Ricky - returning to the Coffee Plantation
Ricky – returning to the Coffee Plantation

I snapped the above photo of Ricky a few years ago when were driving through the Turrialba area. We visited the exact same location that the first photo posted above was taken at so many years ago. Now that Ricky is a successful white water rafting guide, safety kayaker, and business owner, it is humbling to remember the experiences that taught him to be responsible, appreciate the value of a dollar, and work hard from such a young age. One thing that will never change is his ability to see the silver lining in everything. Our visit to the coffee plantation brought back so many memories for Ricky – surely, both good and bad – yet, he had nothing but positive things to say. He explained that everyone who worked on the plantation was happy – happy with life in general and happy to be working where they were. He suggested that some people were quiet workers, however their silence did not signify sadness, rather it simply meant that they were working as hard and as focused as they possibly could. Other people (Ricky included) would compete with friends working on the same plantation to see who could fill the most baskets, bags, etc. Older adults would share stories about their families and some would even help the time pass by singing karaoke (rancheras – yip! yip!). At lunch, the workers would gather together to eat, flip over their baskets to use as seats, and share their yuca, sausage, or plantain with one another. After all, the bean-pickers were more than simply co-workers. They were a family.

*Discounts for coffee tours are available through Pura Vida! eh? Incorporated at:

*American readers, if you are interested in learning more about fair trade companies in the US, please access the Fair Trade Directory.

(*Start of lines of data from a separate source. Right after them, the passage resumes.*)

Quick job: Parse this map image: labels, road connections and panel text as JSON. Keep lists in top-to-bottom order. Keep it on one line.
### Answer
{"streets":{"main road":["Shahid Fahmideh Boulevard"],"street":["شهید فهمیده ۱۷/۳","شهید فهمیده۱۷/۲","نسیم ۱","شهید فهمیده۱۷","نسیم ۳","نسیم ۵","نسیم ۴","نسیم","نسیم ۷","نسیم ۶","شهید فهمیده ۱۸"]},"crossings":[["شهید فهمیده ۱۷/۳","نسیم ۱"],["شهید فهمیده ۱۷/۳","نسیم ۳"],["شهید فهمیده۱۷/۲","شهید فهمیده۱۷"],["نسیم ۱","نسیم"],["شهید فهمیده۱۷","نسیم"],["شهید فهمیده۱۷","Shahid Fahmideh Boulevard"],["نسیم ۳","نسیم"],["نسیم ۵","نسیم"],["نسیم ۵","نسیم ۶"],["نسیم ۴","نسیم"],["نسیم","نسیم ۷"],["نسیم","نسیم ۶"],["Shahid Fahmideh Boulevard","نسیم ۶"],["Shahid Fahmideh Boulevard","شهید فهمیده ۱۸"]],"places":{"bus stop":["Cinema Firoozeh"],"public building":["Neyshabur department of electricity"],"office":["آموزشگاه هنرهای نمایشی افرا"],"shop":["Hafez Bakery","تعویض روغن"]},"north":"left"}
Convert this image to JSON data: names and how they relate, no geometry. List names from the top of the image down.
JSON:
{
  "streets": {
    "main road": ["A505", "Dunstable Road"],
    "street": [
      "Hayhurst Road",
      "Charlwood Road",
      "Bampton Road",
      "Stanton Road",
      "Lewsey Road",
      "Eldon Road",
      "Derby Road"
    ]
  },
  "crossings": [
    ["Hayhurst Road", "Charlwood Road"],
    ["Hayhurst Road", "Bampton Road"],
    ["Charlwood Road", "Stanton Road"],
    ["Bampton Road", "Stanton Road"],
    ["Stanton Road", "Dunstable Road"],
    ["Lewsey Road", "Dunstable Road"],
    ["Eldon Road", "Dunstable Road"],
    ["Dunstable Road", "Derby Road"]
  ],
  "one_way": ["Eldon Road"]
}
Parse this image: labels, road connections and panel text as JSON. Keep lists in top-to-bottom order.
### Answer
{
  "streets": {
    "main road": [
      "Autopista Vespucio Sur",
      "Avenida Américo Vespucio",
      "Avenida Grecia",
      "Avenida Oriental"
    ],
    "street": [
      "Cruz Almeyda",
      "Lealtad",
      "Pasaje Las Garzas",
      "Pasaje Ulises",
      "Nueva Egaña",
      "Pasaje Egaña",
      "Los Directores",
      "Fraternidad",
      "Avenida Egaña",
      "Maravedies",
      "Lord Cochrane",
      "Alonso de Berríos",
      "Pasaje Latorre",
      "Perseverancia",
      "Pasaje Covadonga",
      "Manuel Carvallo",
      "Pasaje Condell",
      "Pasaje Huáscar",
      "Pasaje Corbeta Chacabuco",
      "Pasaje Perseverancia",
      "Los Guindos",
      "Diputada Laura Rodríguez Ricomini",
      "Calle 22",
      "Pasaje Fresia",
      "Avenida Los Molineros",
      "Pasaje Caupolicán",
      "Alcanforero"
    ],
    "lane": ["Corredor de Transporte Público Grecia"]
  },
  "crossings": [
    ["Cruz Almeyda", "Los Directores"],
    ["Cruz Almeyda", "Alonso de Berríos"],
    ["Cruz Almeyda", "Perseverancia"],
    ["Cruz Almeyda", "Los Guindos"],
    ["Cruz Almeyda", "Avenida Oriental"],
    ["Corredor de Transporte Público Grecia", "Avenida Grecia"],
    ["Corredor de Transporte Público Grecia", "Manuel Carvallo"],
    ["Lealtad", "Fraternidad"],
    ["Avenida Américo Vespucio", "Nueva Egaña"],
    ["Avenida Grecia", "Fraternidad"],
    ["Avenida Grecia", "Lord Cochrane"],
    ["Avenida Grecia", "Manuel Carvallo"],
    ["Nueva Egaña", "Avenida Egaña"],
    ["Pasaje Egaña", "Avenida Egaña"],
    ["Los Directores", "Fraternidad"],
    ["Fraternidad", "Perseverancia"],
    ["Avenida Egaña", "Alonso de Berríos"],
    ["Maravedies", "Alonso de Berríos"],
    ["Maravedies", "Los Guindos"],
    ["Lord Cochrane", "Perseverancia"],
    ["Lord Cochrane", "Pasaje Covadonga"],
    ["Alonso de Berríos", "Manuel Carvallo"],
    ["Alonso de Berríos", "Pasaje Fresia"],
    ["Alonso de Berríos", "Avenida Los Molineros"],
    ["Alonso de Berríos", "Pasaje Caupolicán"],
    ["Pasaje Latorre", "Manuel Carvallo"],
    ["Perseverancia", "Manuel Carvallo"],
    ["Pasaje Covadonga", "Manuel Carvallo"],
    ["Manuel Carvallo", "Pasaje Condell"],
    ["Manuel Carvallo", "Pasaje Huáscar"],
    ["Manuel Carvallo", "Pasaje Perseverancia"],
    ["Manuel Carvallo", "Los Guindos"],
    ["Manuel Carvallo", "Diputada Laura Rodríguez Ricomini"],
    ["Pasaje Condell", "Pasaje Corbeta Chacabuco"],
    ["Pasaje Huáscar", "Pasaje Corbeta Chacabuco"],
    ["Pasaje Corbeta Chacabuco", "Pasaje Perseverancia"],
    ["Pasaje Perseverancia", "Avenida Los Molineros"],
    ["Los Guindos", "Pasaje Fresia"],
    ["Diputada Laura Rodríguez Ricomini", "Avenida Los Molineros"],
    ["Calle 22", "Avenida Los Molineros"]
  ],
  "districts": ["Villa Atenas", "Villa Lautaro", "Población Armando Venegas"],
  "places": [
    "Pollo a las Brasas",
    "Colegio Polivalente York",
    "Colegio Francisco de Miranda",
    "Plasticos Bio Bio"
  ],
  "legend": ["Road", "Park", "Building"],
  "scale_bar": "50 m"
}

QUESTION TO COMMENT ON: Have you tried Costa Rican coffee? Did you enjoy it?

Pura vida!

Nikki and Ricky

DIY Costa Rica

Costa Rica tour discounts

32 thoughts on “Where Your Costa Rica Coffee Comes From (And What It Took For You To Get It)”

  • Thanks for stopping by and liking my latest post. I spent a couple of months in Costa Rica 5 years ago (already, wow!) and loved it. Can’t wait to get back and see more of it! In the meantime, I’ll keep looking at your blog for inspiration and nostalgia.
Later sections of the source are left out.